Git Product home page Git Product logo

842-irsystem's Introduction

ABOUT

This IR system was created for a university course on Information Retrieval; it is coded in Python and runs in the command line. A .tar file containing 3204 documents was included to test the system, but left out of this repo in respect of copyright terms with the course instructor.

An inverted index is initially used to create the postings and dictionary files, followed by running the IR system via the user interface (ui.py). An evaluation (eval.py) of the system is also included.

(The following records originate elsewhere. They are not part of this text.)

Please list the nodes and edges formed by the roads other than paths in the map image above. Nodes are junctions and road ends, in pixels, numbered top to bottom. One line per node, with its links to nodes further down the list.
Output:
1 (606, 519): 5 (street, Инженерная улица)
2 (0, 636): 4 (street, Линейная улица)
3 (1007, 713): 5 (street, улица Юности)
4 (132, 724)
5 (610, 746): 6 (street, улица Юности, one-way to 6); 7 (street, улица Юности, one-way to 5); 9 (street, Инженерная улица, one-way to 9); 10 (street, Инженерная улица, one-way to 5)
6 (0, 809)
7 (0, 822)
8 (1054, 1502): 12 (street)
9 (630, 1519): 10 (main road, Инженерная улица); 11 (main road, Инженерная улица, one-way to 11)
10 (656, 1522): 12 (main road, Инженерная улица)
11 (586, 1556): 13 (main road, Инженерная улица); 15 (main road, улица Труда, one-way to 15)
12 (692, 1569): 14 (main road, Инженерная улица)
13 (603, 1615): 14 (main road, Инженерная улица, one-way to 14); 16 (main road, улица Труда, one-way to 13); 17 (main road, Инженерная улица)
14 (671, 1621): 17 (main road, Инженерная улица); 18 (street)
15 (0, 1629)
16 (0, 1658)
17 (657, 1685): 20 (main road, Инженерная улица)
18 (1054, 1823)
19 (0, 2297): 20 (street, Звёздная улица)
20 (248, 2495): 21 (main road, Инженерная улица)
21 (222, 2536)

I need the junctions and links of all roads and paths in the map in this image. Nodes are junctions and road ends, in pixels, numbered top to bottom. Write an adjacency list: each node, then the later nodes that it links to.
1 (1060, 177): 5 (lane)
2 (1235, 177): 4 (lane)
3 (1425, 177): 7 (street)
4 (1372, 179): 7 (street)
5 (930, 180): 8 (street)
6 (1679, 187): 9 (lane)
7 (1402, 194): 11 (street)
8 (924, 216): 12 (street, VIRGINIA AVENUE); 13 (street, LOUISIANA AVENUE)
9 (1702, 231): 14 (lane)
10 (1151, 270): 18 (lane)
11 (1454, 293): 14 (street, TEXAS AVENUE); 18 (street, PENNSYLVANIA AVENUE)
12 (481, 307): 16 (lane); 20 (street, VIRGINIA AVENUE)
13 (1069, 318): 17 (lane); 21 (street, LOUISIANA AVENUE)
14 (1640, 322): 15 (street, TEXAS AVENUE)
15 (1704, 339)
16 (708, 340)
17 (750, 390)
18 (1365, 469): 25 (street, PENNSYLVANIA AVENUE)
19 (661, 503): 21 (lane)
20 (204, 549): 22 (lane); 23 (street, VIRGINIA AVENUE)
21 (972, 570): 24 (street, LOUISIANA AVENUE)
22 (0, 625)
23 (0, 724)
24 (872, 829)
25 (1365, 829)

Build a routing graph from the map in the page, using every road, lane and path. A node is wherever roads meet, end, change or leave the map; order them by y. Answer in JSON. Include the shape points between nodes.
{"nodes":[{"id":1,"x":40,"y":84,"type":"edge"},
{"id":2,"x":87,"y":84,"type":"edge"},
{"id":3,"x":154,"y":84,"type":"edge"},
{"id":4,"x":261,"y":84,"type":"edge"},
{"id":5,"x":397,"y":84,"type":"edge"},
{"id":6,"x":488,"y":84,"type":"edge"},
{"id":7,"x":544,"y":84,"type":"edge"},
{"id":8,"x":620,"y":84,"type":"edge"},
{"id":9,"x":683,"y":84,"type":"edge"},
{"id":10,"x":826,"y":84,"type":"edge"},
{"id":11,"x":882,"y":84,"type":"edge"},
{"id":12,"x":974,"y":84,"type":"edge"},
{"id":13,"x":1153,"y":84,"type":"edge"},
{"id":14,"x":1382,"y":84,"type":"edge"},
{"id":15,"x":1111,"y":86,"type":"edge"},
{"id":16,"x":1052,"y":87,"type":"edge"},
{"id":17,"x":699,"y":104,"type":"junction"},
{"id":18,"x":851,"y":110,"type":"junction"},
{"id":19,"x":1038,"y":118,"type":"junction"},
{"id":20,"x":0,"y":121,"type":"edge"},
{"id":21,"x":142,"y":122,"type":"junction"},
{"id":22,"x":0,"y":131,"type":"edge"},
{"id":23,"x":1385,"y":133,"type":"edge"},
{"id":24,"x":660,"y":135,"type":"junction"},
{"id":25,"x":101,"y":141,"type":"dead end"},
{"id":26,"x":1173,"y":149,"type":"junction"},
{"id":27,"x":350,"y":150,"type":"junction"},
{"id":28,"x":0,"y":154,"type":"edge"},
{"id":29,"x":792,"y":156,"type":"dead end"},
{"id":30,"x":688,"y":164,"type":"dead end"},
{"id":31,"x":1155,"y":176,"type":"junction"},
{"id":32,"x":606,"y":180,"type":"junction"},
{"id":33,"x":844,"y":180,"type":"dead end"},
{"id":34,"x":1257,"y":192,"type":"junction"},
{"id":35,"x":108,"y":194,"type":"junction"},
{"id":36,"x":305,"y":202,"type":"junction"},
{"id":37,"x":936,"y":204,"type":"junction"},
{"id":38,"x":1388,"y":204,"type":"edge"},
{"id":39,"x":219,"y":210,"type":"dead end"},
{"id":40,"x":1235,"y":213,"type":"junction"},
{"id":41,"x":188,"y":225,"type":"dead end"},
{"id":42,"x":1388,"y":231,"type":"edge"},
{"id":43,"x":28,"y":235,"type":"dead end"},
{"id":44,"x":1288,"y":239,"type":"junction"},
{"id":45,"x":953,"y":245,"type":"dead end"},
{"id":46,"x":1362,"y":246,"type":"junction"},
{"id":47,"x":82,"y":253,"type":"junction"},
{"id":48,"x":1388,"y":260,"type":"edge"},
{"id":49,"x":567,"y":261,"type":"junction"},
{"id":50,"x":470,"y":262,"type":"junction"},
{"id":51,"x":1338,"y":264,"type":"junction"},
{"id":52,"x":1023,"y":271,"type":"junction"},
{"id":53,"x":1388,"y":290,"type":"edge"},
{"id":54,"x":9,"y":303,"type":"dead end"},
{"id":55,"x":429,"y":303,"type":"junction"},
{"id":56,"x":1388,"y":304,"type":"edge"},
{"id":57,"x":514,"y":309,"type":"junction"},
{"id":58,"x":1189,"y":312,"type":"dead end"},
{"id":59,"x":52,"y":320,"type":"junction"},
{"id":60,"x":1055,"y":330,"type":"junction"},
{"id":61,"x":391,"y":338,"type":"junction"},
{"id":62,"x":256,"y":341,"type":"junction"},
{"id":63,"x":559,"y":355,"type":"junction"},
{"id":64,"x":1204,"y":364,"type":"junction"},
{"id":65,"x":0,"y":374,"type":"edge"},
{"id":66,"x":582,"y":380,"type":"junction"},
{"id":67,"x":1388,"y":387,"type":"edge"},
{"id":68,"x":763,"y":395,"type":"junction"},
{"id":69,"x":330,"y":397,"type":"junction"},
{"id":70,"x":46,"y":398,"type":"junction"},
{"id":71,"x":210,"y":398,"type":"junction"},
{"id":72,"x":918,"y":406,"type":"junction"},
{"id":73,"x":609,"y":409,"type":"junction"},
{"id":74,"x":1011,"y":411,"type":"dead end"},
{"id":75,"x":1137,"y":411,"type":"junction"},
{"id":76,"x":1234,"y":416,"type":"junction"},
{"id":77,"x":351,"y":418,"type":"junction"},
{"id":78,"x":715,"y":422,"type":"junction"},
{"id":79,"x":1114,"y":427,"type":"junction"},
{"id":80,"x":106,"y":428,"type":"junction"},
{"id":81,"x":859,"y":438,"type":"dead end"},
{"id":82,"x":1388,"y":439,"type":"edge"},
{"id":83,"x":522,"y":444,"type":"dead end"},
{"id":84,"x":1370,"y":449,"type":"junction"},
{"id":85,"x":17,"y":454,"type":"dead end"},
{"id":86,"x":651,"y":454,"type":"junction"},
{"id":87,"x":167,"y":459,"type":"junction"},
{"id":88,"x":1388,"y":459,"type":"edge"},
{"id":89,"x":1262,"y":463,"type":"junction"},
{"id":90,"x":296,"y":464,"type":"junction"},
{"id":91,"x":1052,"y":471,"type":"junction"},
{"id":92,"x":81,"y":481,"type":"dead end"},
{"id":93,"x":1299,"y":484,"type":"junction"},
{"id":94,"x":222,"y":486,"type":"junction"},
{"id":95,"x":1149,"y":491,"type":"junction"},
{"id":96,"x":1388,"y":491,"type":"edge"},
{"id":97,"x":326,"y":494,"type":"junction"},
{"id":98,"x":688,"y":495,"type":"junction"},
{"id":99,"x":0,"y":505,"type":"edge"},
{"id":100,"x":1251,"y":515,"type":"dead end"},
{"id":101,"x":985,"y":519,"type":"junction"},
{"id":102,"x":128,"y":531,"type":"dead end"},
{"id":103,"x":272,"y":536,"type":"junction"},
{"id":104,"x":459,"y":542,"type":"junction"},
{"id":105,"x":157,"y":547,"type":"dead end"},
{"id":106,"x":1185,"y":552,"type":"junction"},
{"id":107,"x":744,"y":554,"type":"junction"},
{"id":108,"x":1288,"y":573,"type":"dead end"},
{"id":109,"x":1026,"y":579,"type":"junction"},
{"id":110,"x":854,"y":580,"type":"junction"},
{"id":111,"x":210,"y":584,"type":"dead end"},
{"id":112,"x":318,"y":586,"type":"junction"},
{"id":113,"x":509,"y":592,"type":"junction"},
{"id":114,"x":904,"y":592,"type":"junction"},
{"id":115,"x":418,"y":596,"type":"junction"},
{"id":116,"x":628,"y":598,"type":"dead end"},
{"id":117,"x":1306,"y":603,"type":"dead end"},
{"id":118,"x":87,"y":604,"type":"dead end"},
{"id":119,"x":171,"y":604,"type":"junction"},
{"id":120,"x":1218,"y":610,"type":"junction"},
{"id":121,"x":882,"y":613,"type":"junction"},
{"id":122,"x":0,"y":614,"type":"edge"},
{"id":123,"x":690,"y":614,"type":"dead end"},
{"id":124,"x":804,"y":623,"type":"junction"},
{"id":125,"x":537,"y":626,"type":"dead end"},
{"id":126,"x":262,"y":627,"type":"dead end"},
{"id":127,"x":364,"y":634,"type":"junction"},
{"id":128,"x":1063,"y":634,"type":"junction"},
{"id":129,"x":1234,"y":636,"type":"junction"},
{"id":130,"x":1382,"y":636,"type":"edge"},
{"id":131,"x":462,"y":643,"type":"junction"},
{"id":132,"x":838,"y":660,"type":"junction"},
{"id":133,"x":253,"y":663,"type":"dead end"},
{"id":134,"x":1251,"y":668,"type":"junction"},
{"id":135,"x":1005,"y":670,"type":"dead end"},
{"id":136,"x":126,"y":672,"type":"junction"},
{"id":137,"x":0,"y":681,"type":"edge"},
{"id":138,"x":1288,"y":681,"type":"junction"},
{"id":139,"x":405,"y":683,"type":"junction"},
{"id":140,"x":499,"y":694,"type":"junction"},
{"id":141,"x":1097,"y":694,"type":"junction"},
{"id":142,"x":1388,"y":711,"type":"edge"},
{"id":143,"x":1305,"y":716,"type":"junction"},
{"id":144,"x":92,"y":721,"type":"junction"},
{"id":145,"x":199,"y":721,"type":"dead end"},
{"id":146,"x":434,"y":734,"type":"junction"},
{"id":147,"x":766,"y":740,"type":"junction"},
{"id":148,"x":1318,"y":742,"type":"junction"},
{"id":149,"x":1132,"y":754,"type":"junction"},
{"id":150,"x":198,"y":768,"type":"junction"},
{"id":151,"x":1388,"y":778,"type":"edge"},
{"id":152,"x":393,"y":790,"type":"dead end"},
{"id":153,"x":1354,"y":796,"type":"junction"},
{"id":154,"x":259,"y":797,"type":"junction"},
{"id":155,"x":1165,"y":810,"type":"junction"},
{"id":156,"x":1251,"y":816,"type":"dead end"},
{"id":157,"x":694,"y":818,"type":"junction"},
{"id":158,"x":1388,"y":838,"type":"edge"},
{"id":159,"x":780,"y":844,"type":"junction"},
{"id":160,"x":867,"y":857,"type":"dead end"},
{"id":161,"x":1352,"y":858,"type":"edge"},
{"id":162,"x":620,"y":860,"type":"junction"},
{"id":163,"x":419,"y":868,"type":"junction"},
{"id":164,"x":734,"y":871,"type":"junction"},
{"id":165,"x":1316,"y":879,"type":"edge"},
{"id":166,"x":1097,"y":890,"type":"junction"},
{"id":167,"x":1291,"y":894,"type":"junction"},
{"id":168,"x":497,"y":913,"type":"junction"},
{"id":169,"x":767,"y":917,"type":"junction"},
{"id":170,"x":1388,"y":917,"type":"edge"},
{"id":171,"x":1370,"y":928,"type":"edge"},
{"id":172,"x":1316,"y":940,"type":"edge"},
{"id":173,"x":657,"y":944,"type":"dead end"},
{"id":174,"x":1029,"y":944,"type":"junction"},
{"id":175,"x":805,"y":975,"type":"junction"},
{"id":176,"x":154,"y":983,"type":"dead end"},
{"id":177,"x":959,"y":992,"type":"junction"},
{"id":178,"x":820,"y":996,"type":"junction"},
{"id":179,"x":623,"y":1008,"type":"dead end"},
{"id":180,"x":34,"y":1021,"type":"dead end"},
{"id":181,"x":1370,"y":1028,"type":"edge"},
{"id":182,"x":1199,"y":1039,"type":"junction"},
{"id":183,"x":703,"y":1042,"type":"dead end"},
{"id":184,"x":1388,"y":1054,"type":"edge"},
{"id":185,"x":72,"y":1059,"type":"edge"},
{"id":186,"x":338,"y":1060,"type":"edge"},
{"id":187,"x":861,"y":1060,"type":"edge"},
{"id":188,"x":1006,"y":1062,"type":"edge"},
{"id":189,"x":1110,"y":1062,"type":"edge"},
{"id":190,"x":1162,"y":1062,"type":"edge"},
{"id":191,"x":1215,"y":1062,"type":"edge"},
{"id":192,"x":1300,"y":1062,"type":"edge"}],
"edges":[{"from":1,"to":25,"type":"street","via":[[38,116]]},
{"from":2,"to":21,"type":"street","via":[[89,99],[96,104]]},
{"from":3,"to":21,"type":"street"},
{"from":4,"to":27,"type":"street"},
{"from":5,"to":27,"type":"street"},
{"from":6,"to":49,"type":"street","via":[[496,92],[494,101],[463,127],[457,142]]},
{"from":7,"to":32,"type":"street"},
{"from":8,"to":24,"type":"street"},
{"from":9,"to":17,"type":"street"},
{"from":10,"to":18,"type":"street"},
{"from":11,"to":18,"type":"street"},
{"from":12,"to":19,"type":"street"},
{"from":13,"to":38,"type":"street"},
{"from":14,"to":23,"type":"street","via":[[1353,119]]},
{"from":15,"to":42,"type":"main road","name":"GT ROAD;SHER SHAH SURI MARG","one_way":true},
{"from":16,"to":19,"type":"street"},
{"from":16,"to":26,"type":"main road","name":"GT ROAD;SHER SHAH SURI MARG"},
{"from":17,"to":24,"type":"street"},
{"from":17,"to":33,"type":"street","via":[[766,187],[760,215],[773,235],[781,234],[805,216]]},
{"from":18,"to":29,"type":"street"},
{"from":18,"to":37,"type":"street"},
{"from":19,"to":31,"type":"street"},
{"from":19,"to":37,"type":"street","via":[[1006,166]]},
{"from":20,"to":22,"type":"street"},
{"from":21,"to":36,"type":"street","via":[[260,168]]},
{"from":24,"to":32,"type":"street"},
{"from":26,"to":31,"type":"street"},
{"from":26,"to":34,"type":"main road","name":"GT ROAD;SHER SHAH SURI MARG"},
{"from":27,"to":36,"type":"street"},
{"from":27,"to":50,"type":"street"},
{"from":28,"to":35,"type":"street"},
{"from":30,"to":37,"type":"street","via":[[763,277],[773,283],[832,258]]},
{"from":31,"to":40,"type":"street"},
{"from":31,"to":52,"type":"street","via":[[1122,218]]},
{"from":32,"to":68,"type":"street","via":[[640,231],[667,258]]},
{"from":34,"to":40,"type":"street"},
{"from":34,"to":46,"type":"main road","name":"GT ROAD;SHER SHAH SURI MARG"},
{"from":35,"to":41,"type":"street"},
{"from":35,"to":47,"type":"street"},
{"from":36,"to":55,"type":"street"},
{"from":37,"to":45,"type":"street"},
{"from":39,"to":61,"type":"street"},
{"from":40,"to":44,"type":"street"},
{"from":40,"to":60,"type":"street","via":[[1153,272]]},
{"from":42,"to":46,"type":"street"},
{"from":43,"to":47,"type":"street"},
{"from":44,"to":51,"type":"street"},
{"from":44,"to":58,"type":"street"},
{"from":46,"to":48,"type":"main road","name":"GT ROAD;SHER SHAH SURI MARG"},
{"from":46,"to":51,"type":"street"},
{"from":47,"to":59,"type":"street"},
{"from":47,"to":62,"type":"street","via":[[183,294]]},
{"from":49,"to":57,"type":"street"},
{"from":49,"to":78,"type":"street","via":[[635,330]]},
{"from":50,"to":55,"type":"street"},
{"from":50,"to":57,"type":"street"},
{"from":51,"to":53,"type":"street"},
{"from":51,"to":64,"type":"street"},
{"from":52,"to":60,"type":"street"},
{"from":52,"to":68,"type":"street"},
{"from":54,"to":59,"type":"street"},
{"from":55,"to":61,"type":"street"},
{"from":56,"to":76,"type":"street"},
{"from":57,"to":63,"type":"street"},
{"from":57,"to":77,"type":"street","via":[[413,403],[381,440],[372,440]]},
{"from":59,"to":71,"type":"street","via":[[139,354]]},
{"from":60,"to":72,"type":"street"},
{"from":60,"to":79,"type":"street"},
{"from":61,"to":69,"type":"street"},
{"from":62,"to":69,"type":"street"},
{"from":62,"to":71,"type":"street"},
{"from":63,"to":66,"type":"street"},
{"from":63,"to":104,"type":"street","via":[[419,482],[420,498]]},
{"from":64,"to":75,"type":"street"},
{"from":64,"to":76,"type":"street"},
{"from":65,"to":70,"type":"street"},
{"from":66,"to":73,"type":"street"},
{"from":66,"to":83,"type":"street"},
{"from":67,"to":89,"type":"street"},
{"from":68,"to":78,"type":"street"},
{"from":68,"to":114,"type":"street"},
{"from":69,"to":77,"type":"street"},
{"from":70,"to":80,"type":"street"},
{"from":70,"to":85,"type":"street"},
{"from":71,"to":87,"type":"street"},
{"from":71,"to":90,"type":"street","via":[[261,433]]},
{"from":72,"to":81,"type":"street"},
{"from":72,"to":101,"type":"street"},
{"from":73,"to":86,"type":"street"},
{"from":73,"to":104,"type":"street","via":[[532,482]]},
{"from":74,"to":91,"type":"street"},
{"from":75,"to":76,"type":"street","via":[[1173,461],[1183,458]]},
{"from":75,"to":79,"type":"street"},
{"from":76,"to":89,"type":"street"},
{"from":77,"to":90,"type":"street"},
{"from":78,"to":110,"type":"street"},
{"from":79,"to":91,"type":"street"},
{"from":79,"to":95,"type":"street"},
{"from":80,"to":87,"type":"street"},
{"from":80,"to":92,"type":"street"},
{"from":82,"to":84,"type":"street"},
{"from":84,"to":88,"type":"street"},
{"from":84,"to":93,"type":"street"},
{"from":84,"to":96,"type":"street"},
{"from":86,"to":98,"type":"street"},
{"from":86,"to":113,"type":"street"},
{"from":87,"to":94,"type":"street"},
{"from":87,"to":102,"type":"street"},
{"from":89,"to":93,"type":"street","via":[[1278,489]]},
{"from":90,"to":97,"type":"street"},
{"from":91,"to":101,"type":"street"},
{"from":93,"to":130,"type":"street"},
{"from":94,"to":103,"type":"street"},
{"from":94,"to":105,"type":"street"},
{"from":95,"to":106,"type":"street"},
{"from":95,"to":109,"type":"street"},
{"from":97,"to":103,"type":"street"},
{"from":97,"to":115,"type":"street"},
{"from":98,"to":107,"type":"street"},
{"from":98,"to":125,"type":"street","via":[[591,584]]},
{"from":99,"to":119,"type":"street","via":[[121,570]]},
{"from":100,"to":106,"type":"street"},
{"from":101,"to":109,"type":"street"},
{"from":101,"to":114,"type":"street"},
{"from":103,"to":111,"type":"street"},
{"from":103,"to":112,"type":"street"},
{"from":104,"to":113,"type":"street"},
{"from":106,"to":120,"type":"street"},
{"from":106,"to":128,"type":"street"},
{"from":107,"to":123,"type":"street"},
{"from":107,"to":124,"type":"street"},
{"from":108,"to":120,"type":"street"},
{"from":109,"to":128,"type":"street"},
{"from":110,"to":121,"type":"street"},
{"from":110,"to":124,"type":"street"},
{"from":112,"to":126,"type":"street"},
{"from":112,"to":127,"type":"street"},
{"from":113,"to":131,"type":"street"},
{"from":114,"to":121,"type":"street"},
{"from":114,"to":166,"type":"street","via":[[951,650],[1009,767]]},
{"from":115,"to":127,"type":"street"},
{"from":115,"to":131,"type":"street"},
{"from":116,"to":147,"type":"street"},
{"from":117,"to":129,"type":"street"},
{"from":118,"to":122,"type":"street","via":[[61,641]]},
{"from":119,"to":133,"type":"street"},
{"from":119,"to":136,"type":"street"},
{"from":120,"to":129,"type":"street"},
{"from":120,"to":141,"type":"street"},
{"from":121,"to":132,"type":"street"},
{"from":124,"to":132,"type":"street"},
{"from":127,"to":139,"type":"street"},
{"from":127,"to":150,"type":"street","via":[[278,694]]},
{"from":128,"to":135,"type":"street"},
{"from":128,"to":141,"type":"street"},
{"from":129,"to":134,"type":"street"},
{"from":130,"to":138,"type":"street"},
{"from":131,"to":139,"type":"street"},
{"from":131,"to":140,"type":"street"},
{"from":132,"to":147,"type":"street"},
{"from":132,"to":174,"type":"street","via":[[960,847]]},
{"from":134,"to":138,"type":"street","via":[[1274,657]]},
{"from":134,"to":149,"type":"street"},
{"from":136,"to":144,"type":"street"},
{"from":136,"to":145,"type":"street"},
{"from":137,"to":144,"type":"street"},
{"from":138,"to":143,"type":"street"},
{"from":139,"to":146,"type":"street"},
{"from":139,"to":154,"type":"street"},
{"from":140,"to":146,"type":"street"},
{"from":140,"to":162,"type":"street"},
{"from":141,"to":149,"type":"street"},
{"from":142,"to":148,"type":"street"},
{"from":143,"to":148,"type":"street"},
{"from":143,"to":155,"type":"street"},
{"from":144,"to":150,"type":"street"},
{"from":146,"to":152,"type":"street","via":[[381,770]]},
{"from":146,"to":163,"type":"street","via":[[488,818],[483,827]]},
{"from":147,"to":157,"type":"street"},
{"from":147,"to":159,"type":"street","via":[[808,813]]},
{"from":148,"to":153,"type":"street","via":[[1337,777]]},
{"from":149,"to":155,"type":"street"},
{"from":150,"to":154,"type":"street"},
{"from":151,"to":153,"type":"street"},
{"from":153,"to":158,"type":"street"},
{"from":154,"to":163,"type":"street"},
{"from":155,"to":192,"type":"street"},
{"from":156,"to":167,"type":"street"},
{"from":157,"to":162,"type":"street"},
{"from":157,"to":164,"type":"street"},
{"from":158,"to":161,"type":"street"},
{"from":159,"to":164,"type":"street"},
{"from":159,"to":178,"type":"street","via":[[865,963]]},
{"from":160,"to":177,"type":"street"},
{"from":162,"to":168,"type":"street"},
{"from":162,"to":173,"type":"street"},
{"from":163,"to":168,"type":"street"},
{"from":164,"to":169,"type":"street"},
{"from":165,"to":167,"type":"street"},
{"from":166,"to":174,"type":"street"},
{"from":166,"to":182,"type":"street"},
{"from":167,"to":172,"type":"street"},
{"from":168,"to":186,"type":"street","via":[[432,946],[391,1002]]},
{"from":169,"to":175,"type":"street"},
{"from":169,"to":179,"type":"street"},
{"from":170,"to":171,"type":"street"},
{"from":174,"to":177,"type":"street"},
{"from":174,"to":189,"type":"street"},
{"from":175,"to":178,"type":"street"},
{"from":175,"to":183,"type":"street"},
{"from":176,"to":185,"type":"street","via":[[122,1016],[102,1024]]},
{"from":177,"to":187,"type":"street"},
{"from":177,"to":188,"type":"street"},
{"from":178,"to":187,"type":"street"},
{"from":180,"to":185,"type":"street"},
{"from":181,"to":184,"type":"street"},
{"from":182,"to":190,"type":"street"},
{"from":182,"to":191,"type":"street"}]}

The IR system uses a tf-idf weighting scheme with the log of base 10 with the following formulas:

f = total count of the term's occurrence in that document

tf = log(f) + 1

term_df = total count of the term in all documents

N = 3204 total docs in collection idf = log(N / term_df)

Before running any of eval.py, search.py, or ui.py, invert.py must be run to creating the terms and postings files.

invert.py

To create an inverted index enter the following command in the command line--the third argument must be stemOn to turn on stemming or stemOff to turn off stemming:

i.e. to enable stemming:

> python invert.py 'cacm.tar' stemOn

To disable stemming:

> python invert.py 'cacm.tar' stemOff

Two output files, < terms_dict.json > and < postings_dict.json > will be created. The inverted index is organized alphabetically by term. The index of the term in terms_dict.json corresponds to the index of its postings in postings_dict.json.

search.py

Returns the top 20 documents based on cosine similarity score. Before selecting the top-k docs, a threshold of 2.75 is set, so only document vectors with term weights of that magnitude will be selected to perform the cosine similarity.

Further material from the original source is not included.